Start of AVAILABLE DATA

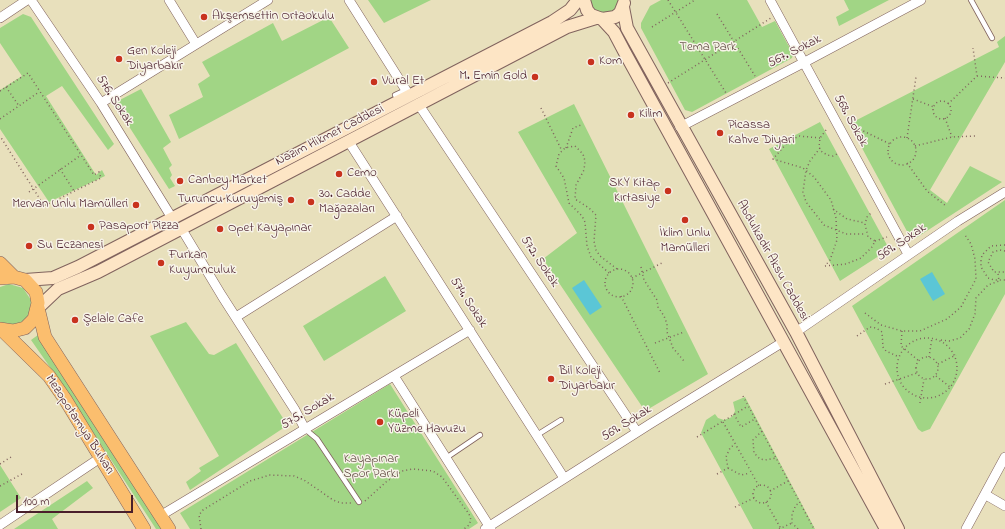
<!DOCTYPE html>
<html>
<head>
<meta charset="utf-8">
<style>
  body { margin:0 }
  #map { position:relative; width:1005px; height:529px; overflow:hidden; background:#e8e0bc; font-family:"Indie Flower",sans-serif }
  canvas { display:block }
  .scale { position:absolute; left:16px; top:495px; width:117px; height:18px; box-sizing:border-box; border:2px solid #4a1f2b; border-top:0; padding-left:5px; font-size:12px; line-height:14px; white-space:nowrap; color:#4a1f2b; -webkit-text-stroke:3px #f7f3e8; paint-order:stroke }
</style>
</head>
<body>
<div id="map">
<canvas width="1005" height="529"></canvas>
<div class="scale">100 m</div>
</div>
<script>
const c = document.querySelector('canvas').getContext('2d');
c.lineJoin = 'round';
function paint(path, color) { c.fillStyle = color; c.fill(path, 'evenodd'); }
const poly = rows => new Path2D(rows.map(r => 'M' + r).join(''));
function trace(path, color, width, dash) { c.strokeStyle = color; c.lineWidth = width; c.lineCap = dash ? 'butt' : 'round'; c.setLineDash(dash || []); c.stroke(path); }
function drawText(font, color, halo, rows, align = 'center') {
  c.font = font + ' "Indie Flower",sans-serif'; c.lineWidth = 3; c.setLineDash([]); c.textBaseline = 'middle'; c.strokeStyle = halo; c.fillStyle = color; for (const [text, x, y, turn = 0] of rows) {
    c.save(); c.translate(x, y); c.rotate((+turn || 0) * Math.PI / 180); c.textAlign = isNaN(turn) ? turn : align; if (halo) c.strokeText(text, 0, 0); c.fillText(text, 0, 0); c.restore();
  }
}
const green = poly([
  [368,0,431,0,384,23],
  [588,0,621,0,613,12,602,15,593,10],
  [661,0,747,0,762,27,775,21,793,54,792,58,692,112,685,110,641,28,641,23,650,6],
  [844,0,889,0,839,26,836,17,849,10],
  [23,14,31,17,114,144,108,150,62,86,46,96,96,175,102,170,105,176,49,202,0,129,0,90,22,76,0,43,0,28],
  [329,17,349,48,179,139,169,115,203,97,198,84,210,76,202,62,273,23,282,41],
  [1005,36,1005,62,930,190,947,203,970,166,1002,182,916,238,909,235,849,124,999,47,997,42],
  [141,89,171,142,163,148,172,165,169,168,172,175,170,178,175,186,169,189,114,103],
  [574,104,708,374,645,411,543,259,577,233,518,132],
  [820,122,887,245,885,252,840,281,769,149],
  [1005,200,1005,294,930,429,922,432,918,429,852,306],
  [385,276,406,311,324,361,303,326],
  [9,284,23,288,31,300,30,314,26,319,15,326,0,323,0,287],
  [186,322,209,354,214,355,236,343,286,423,285,427,190,490,186,482,201,471,199,468,219,456,150,336],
  [38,335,163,529,156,529,61,383,31,340],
  [390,384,478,523,469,529,190,529,180,513],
  [745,397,815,529,753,529,701,433,706,420,715,414,718,418,724,420,732,417,735,411,733,402],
  [0,465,21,498,0,512],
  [87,481,93,488,52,519,58,529,14,529]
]);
const water = poly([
  [932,272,945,294,933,301,920,279],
  [584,280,602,307,590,315,572,288]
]);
const path = poly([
  [668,0,726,93],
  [717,14,755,76],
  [652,27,695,0],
  [977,76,1005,78],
  [668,83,771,18],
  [6,87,19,106],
  [0,91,28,73,94,175,99,172,101,178,46,205,43,204,0,136],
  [913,99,934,107],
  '933 110a9 9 0 1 1 18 0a9 9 0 1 1-18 0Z',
  [948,104,977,76,973,48],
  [541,108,562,151],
  [945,118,952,137],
  [0,119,39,92],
  [849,124,890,144],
  [826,130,820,138,819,147,821,151,827,155,833,156,837,154],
  '888 151a14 14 0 1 1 28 0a14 14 0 1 1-28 0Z',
  [820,138,799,136,787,143,773,159,803,168,814,177,831,200,836,218,837,240,830,260,825,266],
  [907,138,916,77],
  [915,146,952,137,975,136],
  [566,148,573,128,581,125],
  [820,148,810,161,806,170,803,192,806,202,824,225,846,234,866,234],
  [907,163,927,191,946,206],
  [60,169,74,191],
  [29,192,81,155],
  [833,209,847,219,865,223],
  [875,241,887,237],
  [1005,245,991,246,982,255,981,261,981,267,988,278,994,280,1005,280],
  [1005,251,1000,250,993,252,988,262,994,272,1005,272],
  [825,266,846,264,861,258,872,247,875,241,868,237,865,224,867,217,871,213],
  [641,267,644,280,657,300,658,307,664,316,667,324,667,332,673,348,684,361],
  '605 283a14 14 0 1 1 28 0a14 14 0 1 1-28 0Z',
  [609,273,591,257,587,246,585,222,582,216,569,203,564,178,556,166,559,154,565,148,575,146,583,154,585,161,584,170,576,185,575,199,589,208,596,215,594,241,596,250,600,256,617,269],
  [632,278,664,262],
  [621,296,660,373],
  [865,313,881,325,902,331,920,331,947,319,961,307,976,279,975,259,971,244,965,235],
  [902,331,901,346,919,361],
  [857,336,870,327,876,328,882,332,883,347,886,351,899,357],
  '897 368a30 30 0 1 1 60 0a30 30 0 1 1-60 0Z',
  [941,340,949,341,960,338,969,329,975,314,976,298,988,285,999,281,998,273],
  [655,343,684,332],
  '916 368a11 11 0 1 1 22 0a11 11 0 1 1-22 0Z',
  [929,357,932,338],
  [938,364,956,355],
  [936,376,950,387],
  [885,384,917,373],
  [743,396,814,529],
  [920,403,924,379],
  [734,414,741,427,755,419],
  [723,422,759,486],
  [762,431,753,440,754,453,760,459,765,460,776,458],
  [697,437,748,406],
  [0,464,11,457],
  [728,468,741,475,750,473],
  [717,474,728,468,726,457,730,448,735,444],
  '753 494a9 9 0 1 1 18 0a9 9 0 1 1-18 0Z',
  [0,486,22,474],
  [770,491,788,481],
  [365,501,386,482,402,471,413,469,433,471,442,477,469,514,471,520,469,525,464,529],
  [766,502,781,529],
  [735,507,754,498],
  [201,529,199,515,203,510,250,481,270,475,294,476,304,480,333,500,341,503,353,503],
  [779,529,792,523],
  [798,529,792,523,792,514,796,505,800,503]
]);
const lane = poly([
  [971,0,992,38],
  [395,95,406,90],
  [305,429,317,439,359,502],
  [537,435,561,420],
  [446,458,480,435]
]);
const street = poly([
  [31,0,101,103,172,218],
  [169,0,196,44],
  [349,0,409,95],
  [770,0,908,254],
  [0,18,27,0],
  [101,103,268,0],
  [419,105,637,432],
  [680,127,803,63,921,0],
  [349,142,564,478],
  [181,228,222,296,295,410,305,429],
  [236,317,397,216],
  [796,332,958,221,1005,192],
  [394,376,491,529],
  [986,495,1005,506],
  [160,516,470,330],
  [0,525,100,458],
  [485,529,650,424,783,342],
  [966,529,1005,457]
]);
const secondary = poly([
  [584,0,587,10,591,15,602,19,615,17,620,13,624,3],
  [623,7,627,28,796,332,898,529],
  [602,19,614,32,624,51,886,529],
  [25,280,53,278,78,267,552,22,570,10,578,0],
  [38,308,58,289,98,272,567,27,596,18]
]);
const primary = poly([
  [0,263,14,277],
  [0,278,14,277,25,280,36,292,38,303,34,319,25,328,13,331,0,329],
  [38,308,45,337,169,529],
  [2,330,49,376,65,399,144,529]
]);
const markers = [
  [204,17,4,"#c8321e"],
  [119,59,4,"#c8321e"],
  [591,62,4,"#c8321e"],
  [535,77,4,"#c8321e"],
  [374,82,4,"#c8321e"],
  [631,115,4,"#c8321e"],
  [720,133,4,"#c8321e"],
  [339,174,4,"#c8321e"],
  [180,181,4,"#c8321e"],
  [668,191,4,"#c8321e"],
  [291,200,4,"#c8321e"],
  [311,202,4,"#c8321e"],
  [136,205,4,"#c8321e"],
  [685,220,4,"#c8321e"],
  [91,227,4,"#c8321e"],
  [220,229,4,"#c8321e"],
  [29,246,4,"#c8321e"],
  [161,263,4,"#c8321e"],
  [75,320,4,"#c8321e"],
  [551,379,4,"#c8321e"],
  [380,422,4,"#c8321e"]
];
const poiNames = [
  ["Akşemsettin Ortaokulu",212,17],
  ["Gen Koleji",127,52],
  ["Diyarbakır",127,67],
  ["Kom",599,62],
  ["M. Emin Gold",527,77,"right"],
  ["Vural Et",382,82],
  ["Kilim",639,115],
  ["Picassa",728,126],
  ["Kahve Diyari",728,141],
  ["Cemo",347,174],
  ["Canbey Market",188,181],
  ["SKY Kitap",660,184,"right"],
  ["Kırtasiye",660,199,"right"],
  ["30. Cadde",319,195],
  ["Mağazaları",319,210],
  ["Turuncu Kuruyemiş",283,200,"right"],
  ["Mervan Unlu Mamülleri",128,205,"right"],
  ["Pasaport Pizza",99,227],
  ["Opet Kayapınar",228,229],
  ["İklim Unlu",685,234,"center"],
  ["Mamülleri",685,249,"center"],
  ["Su Eczanesi",37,246],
  ["Furkan",169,256],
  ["Kuyumculuk",169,271],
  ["Şelale Cafe",83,320],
  ["Bil Koleji",559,372],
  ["Diyarbakır",559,387],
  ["Küpeli",388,415],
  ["Yüzme Havuzu",388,430]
];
const parkNames = [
  ["Tema Park",708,48],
  ["Kayapınar",371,460],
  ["Spor Parkı",371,475]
];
const streetNames = [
  ["567. Sokak",795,52,-27],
  ["576. Sokak",114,101,57],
  ["568. Sokak",850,121,61],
  ["Nazım Hikmet Caddesi",330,136,-27],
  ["569. Sokak",902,243,-34],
  ["Abdulkadir Aksu Caddesi",772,261,61],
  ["572. Sokak",539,262,56],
  ["574. Sokak",468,303,57],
  ["575. Sokak",308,412,-31],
  ["569. Sokak",627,424,-32],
  ["Mezopotamya Bulvarı",79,425,57]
];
paint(green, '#a1d585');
paint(water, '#5bc6d6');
trace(lane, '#81635e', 6);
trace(street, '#81635e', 10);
trace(secondary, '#81635e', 14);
trace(primary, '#81635e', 14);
trace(path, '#81635e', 1.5, [1, 3]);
trace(lane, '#fff', 4.5);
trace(street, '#fff', 9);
trace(secondary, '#fde5c5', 12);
trace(primary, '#fbbe6e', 13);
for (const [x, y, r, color] of markers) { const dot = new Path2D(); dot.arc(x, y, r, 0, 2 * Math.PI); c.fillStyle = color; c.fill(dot); trace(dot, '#f7f3e8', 1.5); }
drawText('13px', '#4a1f2b', '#f7f3e8', poiNames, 'left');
drawText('13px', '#604c42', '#f7f3e8', parkNames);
drawText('13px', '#4a1f2b', '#f7f3e8', streetNames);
</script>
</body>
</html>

End of AVAILABLE DATA

EXERCISE INSTRUCTIONS: Look at the listing and set down only the lines from its start through the line with "const poly = rows", word for word and without pictures.

RESULT OF THE TASK:
<!DOCTYPE html>
<html>
<head>
<meta charset="utf-8">
<style>
  body { margin:0 }
  #map { position:relative; width:1005px; height:529px; overflow:hidden; background:#e8e0bc; font-family:"Indie Flower",sans-serif }
  canvas { display:block }
  .scale { position:absolute; left:16px; top:495px; width:117px; height:18px; box-sizing:border-box; border:2px solid #4a1f2b; border-top:0; padding-left:5px; font-size:12px; line-height:14px; white-space:nowrap; color:#4a1f2b; -webkit-text-stroke:3px #f7f3e8; paint-order:stroke }
</style>
</head>
<body>
<div id="map">
<canvas width="1005" height="529"></canvas>
<div class="scale">100 m</div>
</div>
<script>
const c = document.querySelector('canvas').getContext('2d');
c.lineJoin = 'round';
function paint(path, color) { c.fillStyle = color; c.fill(path, 'evenodd'); }
const poly = rows => new Path2D(rows.map(r => 'M' + r).join(''));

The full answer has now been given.